For a good while, he just spoke to the reader, delivering no actual plot, no real solid information. Science fiction is about prognostication. Stan's introductory literature course on science fiction had stressed this fact. But so far, nothing he had written related even slightly to the future. Nothing even remotely speculative had been written down. It was all just autobiographical ramblings: complaints about his social life, worries about his motivations as a geologist, anxiety occuring due to his tremendously small penis. All of this he disguised as Tad Thalamus' problems. It was cathartic, but it was getting Stan nowhere. Nobody reads science fiction to hear about the author's small penis. Nobody reads science fiction.

He started throwing some things in about humanity regressing to a more ape-like intelligence, and being conquered by a newly discovered disease that possessed a hive-mind, but he couldn't think of anywhere to take the subject. He started listening to some jazz. He considered the possibility that his social failures may have something to do with his taste for banjo-based jazz experimentation, but refused to accept it.

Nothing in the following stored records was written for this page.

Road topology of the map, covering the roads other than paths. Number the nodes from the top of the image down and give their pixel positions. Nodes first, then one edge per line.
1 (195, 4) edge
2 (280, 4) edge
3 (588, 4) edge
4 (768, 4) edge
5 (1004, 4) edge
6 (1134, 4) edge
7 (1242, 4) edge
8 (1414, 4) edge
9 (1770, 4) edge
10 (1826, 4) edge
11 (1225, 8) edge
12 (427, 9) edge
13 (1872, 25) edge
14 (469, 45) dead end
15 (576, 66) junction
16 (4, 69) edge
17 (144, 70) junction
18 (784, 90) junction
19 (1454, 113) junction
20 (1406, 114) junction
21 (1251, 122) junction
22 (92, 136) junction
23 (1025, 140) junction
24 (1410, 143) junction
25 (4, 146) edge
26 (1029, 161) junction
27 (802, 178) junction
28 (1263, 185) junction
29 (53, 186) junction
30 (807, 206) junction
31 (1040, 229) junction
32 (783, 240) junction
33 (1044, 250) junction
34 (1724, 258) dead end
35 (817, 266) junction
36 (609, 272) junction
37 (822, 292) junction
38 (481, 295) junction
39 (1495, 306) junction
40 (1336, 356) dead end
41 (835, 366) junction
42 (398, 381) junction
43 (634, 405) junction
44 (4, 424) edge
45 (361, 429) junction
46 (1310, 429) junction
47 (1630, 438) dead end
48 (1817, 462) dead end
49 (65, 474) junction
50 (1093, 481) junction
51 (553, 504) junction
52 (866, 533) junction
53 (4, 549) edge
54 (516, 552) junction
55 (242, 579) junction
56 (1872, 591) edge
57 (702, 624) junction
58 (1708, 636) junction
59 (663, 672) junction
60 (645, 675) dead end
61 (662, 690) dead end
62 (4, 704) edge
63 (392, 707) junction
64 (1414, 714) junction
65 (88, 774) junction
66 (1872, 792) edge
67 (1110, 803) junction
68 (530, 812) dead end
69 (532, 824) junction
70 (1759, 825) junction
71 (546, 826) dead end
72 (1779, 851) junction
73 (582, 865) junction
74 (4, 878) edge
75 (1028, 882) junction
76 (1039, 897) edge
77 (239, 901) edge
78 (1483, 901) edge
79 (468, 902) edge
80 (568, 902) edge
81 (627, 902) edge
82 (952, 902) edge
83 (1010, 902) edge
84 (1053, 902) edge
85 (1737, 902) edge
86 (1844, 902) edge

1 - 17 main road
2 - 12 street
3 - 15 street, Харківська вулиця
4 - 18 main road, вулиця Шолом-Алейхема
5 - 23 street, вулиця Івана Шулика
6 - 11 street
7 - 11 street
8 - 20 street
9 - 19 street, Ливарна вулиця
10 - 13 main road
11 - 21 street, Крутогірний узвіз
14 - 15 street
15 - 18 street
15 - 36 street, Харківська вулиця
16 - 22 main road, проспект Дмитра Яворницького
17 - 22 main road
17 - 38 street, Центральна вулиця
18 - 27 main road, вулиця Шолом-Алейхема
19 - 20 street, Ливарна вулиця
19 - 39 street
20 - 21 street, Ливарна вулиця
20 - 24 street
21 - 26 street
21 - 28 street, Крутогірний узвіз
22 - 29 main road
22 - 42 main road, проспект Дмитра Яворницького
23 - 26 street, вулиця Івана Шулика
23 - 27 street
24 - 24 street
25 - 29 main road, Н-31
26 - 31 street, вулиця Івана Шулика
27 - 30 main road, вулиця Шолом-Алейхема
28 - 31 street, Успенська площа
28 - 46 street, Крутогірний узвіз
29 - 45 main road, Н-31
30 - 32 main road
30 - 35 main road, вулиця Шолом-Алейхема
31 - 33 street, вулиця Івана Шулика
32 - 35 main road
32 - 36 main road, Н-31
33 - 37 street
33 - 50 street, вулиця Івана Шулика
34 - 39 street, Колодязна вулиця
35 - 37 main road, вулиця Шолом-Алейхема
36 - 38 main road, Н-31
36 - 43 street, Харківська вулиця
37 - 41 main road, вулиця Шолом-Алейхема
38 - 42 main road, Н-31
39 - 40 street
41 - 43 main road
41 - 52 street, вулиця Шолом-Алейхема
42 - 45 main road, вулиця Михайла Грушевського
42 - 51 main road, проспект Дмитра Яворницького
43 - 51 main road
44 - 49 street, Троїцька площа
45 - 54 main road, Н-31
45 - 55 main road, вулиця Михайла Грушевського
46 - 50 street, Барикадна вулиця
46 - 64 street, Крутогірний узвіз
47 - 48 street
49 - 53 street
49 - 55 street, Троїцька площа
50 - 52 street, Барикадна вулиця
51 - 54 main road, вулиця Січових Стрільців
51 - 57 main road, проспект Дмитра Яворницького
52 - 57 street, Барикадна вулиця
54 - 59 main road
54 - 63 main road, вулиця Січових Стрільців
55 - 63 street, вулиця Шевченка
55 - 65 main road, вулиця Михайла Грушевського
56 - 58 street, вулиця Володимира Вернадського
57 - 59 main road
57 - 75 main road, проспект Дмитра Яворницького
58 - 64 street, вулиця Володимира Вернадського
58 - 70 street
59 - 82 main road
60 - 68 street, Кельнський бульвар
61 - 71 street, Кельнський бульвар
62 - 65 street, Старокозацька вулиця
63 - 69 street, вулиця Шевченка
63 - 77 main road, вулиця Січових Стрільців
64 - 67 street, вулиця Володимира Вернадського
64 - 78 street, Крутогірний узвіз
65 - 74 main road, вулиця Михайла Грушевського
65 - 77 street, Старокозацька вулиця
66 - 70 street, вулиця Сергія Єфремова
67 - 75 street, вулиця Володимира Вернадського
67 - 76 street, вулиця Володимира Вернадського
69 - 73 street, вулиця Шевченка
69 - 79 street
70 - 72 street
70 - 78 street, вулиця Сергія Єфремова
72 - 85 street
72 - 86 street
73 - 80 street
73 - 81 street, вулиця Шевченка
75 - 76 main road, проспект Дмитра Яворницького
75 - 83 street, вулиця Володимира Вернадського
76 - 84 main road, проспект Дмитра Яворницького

Hearing some noise coming from the lounge, he walked over to find it filled with drunks. People he had enjoyed philosophical discussions with just hours before were eating corn chips and jumping on tables, shrieking like apes. Stan really felt this simian behavior cheapened their dialogues on string theory. He struck up a conversation with the one other sober person in the room: a little girl. She was 18, but five feet tall, and skipped everywhere. Their talk revolved around how crazy everyone was, and how hilarious she thought it to be. In a room full of inebriated, everyone was brought to her level. It was unfortunate for all involved. Stan left.

Times like these, Stan thought he needed solitude. But then he was left to brood. Seeing the depths of human stupidity infuriated him, but he longed for their company. The novels he read were full of things like this. A common theme of science fiction authors is alienation, surely due in no small part to their failure to connect to humanity. He enjoyed the books, but they didn't fix anything. He turned on the TV, hoping to be distracted from his frustration. The news said something about a new breed of cancer that could communicate to other instances of the disease, researchers said, coordinating metastasis with military-precision. No cure was in sight.

Stan's cell phone rang. He looked at the number, and recognized the area code. His mood momentarily rose; it was the same area code as back home. Imagining it to be a friend he had lost touch with, or perhaps a girl he had used to know, he answered. It turned out to be a drunk stranger. Their conversation involved only one word: hello. It was repeated by both parties several times until Stan hung up, realizing that it was the most intelligent conversation he had participated in all night.

Stan had downloaded Edward Penishands the day before. The scenes were hilariously awkward, even for a pornographic film. Edward licked nipples with such precise ineptitude, and his dual penes sprayed urine with such force. Stan had downloaded the movie as a joke, upon recommendation from a friend. He now watched the movie for its original purpose, without any ironic motive. He felt a lump. It started talking to him. "Did you see me? I was on TV," it said.

He zipped up his pants, and began writing again. Finishing the piece, he felt an epiphany. He left his room, and walked into the lounge, with a piece of paper in his hands.